Despite all the blessings he had, it was Solomon who turned away.

Or was it because of David's heart for God that he had to fight so much?
In a fallen world, will a heart like God's lead to what seems like constant struggle.

Will we someday find a heaven full of fighters and nearly devoid of winners?

Tuesday, October 12, 2010


I've been reading Ezekiel for almost a month (does this book ever end) and something finally stuck out to me. As a shepherd myself, I found God's warning to the shepherds of Israel a little frightening.

Ezekiel 34:2-4
Thus says the Lord God: Ah, shepherds of Israel who have been feeding yourselves! Should not shepherds feed the sheep? You eat the fat, you clothe yourselves with the wool, you slaughter the fat ones, but you do not feed the sheep.
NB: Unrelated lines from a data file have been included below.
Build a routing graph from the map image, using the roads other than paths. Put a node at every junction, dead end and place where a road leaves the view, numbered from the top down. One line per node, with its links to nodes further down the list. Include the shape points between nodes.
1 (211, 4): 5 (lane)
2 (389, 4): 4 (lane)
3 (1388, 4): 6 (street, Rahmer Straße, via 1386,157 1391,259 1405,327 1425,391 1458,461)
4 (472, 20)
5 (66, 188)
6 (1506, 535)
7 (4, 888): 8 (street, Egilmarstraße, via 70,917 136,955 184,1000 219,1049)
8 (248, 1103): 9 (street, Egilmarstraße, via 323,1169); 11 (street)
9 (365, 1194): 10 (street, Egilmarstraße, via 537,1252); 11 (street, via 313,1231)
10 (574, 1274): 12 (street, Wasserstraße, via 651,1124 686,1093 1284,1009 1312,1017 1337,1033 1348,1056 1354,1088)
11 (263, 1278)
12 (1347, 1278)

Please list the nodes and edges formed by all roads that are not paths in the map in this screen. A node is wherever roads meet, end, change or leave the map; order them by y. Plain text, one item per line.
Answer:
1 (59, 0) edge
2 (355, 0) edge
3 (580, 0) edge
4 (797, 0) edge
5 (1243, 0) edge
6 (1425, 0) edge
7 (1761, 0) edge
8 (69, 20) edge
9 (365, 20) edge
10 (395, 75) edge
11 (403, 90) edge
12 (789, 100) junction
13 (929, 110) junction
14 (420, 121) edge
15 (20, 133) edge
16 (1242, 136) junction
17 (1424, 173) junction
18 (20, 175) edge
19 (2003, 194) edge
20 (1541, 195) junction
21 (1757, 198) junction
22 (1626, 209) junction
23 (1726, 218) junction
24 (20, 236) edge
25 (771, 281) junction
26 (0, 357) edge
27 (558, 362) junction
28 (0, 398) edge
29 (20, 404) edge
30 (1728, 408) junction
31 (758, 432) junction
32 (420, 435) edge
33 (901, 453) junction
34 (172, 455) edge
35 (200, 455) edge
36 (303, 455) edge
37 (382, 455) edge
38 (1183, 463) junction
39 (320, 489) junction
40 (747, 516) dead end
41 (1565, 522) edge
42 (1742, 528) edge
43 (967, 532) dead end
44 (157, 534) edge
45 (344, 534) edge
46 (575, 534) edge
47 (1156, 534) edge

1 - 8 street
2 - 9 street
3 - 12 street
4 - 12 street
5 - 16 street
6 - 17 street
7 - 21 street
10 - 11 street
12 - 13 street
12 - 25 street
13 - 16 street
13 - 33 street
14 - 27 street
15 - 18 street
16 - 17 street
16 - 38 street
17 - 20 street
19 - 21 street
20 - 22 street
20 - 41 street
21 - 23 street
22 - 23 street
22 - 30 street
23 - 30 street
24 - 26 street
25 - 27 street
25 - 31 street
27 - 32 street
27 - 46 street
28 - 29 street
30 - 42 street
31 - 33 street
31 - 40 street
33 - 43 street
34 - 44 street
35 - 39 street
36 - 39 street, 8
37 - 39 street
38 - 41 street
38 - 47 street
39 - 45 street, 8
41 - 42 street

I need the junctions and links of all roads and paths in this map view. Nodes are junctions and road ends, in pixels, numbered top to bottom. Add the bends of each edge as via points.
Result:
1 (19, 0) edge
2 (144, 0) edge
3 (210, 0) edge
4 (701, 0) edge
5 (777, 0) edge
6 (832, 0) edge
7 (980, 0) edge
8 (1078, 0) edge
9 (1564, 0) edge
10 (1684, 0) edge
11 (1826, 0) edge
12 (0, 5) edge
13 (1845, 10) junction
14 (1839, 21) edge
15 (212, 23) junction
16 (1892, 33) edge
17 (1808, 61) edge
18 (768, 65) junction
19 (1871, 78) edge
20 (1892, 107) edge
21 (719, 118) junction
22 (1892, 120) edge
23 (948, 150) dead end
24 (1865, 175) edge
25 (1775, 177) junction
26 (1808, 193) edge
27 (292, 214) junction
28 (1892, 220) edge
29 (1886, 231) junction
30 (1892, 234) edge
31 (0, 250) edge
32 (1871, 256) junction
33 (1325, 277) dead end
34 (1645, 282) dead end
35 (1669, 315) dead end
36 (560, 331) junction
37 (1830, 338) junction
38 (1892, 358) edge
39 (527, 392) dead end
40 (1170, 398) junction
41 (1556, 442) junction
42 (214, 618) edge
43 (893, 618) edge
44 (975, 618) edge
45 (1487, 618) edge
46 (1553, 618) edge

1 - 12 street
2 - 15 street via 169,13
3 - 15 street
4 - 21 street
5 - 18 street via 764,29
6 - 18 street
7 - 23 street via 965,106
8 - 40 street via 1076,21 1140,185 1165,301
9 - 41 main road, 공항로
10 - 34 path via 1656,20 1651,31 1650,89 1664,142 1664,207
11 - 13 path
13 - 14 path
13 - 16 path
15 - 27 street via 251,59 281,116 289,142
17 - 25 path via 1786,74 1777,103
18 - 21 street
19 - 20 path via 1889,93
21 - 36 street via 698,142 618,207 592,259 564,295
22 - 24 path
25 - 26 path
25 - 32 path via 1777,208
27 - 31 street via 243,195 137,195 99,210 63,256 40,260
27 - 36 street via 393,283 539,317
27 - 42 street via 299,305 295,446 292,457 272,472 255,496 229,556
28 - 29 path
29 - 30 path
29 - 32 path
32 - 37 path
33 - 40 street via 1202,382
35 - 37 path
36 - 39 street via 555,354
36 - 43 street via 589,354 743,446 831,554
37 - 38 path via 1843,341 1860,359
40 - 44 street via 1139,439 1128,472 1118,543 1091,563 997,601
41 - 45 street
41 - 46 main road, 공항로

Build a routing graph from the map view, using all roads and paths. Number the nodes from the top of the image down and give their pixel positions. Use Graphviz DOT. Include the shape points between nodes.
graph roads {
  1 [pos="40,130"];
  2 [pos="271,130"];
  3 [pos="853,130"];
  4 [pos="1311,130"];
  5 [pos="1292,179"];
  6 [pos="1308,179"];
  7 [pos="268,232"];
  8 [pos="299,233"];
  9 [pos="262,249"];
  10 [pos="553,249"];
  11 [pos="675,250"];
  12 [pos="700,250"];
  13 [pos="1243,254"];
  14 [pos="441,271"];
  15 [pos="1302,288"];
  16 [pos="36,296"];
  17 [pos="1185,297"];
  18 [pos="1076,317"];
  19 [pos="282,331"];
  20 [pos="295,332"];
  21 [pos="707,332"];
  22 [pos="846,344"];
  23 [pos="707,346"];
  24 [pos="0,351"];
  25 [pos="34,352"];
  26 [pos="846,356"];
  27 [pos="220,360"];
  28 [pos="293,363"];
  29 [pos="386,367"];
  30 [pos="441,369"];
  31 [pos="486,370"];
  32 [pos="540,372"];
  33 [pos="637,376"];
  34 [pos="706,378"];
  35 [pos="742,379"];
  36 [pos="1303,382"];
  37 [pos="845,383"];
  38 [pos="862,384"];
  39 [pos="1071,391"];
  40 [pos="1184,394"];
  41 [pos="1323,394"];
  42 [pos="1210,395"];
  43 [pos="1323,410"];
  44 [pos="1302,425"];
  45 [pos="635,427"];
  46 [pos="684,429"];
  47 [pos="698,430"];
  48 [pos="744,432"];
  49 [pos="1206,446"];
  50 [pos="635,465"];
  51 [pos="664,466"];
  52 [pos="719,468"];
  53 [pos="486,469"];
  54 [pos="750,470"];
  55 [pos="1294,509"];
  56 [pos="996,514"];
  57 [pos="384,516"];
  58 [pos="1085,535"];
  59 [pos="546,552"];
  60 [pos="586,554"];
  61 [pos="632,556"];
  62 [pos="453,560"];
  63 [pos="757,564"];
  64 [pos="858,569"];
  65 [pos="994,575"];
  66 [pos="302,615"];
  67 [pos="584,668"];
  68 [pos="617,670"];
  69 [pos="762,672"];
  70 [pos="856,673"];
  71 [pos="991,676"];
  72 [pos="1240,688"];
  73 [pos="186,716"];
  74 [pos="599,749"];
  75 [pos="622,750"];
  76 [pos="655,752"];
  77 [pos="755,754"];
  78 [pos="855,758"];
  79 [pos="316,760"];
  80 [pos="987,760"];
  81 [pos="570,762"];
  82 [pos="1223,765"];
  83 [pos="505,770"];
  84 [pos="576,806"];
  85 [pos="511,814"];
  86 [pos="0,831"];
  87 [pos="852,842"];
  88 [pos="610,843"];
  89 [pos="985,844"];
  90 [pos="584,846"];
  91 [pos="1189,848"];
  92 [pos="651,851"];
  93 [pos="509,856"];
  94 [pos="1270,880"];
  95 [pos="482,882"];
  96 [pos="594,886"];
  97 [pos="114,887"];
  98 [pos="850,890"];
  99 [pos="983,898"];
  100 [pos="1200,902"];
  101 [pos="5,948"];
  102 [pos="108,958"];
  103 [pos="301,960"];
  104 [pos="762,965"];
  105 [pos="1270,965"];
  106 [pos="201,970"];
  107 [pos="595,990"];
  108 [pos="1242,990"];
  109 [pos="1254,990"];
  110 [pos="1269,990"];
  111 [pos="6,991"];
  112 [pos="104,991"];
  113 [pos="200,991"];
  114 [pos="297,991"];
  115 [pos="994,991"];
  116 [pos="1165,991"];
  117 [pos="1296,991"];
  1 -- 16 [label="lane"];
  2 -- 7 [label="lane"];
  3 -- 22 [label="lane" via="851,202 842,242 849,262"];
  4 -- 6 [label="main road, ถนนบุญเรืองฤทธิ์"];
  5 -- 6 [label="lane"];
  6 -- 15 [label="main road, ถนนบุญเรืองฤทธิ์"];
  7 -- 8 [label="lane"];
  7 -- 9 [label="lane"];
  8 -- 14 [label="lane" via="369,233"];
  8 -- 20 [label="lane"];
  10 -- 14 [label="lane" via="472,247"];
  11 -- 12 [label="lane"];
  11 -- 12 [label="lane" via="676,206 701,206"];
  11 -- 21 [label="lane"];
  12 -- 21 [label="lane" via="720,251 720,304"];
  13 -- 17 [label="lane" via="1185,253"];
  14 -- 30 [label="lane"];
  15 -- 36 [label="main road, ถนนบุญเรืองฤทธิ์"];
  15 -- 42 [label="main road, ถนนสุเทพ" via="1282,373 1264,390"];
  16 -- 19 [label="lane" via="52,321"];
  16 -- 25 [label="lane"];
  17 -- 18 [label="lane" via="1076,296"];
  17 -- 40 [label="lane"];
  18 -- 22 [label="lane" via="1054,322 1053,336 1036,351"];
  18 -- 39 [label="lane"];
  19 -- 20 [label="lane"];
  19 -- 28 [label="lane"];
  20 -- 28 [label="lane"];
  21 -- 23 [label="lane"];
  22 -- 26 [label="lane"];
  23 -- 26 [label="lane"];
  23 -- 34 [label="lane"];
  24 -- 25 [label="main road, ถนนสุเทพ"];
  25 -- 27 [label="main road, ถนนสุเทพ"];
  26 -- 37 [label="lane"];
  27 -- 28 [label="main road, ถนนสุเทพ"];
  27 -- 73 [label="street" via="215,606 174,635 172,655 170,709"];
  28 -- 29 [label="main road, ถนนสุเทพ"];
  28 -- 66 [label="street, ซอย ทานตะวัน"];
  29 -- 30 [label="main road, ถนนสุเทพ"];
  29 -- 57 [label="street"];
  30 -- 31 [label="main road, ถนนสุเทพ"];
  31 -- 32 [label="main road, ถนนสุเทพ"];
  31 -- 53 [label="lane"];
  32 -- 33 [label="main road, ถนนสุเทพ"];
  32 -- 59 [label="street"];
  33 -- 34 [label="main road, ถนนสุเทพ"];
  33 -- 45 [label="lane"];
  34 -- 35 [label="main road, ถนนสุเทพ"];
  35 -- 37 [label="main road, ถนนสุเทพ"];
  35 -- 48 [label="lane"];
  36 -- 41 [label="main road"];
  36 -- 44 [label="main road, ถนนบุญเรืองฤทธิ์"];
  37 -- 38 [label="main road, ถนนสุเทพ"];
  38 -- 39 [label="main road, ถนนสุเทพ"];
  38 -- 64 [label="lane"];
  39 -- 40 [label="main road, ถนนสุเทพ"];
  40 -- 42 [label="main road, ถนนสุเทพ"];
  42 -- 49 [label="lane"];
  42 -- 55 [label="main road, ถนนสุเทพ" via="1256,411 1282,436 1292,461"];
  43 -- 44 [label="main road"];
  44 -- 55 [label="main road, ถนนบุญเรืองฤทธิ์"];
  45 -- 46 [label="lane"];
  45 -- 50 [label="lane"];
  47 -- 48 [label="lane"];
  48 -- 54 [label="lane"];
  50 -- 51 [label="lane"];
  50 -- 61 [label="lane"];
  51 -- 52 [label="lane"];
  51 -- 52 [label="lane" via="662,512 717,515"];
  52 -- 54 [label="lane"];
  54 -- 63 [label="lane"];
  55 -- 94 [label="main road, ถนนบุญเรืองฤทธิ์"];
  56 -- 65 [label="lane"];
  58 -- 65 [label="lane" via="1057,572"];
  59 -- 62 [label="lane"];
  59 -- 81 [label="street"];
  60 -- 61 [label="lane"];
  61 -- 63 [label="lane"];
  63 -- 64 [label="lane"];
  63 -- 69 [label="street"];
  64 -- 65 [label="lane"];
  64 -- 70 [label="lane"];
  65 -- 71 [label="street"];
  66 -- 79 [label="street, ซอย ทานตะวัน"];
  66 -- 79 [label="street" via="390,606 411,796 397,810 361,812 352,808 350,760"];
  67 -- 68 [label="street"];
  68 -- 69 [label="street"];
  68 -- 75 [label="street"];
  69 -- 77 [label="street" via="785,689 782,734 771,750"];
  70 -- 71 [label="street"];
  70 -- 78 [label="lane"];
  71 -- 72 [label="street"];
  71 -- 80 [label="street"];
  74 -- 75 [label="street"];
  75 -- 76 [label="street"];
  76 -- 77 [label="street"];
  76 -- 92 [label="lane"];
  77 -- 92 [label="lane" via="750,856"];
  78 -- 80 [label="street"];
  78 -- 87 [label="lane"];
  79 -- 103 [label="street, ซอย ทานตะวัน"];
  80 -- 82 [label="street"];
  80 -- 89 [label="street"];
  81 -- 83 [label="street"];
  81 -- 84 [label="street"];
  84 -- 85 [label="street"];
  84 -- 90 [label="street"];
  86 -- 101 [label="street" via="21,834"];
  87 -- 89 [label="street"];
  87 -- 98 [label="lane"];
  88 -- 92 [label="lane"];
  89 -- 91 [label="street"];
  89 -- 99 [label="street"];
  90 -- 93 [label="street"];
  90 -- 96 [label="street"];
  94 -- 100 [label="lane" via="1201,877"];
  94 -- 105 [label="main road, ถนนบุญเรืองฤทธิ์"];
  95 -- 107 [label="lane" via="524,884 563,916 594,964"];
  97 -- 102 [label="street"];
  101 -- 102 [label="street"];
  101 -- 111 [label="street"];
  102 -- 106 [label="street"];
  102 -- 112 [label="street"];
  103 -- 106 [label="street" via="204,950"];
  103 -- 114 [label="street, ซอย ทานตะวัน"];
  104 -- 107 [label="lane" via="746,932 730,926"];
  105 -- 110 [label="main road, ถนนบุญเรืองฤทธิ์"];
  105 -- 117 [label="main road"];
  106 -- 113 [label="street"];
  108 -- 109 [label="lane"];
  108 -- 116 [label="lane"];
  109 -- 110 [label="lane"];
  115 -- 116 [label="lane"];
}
The weak you have not strengthened, the sick you have not healed, the injured you have not bound up, the strayed you have not brought back, the lost you have not sought, and with force and harshness you have ruled them.

Do we do this? Are we shepherds for ourselves or shepherds for our sheep? God is all about taking care of His sheep and those He has called have been called to help in that task, not to use the sheep to take care of himself.

Ezekiel goes on to relate that these sheep will be scattered until God himself takes care of them. If we don't do it right, He'll do it himself.

I don't want to be the guy who puts God to work doing my job.

Location:Columbia Pkwy,Cincinnati,United States

Wednesday, October 6, 2010


"I seek not what is yours but you."

Paul says it as a consolation to the Corinthians in that he wasn't going to collect a 'love offering' the next time he came to visit.

Jesus says it as a challenge, because the things we have aren't enough. He wants all of us.

How do we hear this statement?
How do we mean it when we say it?
How do people hear it when we say it?
How do I say it so people hear it how I mean it?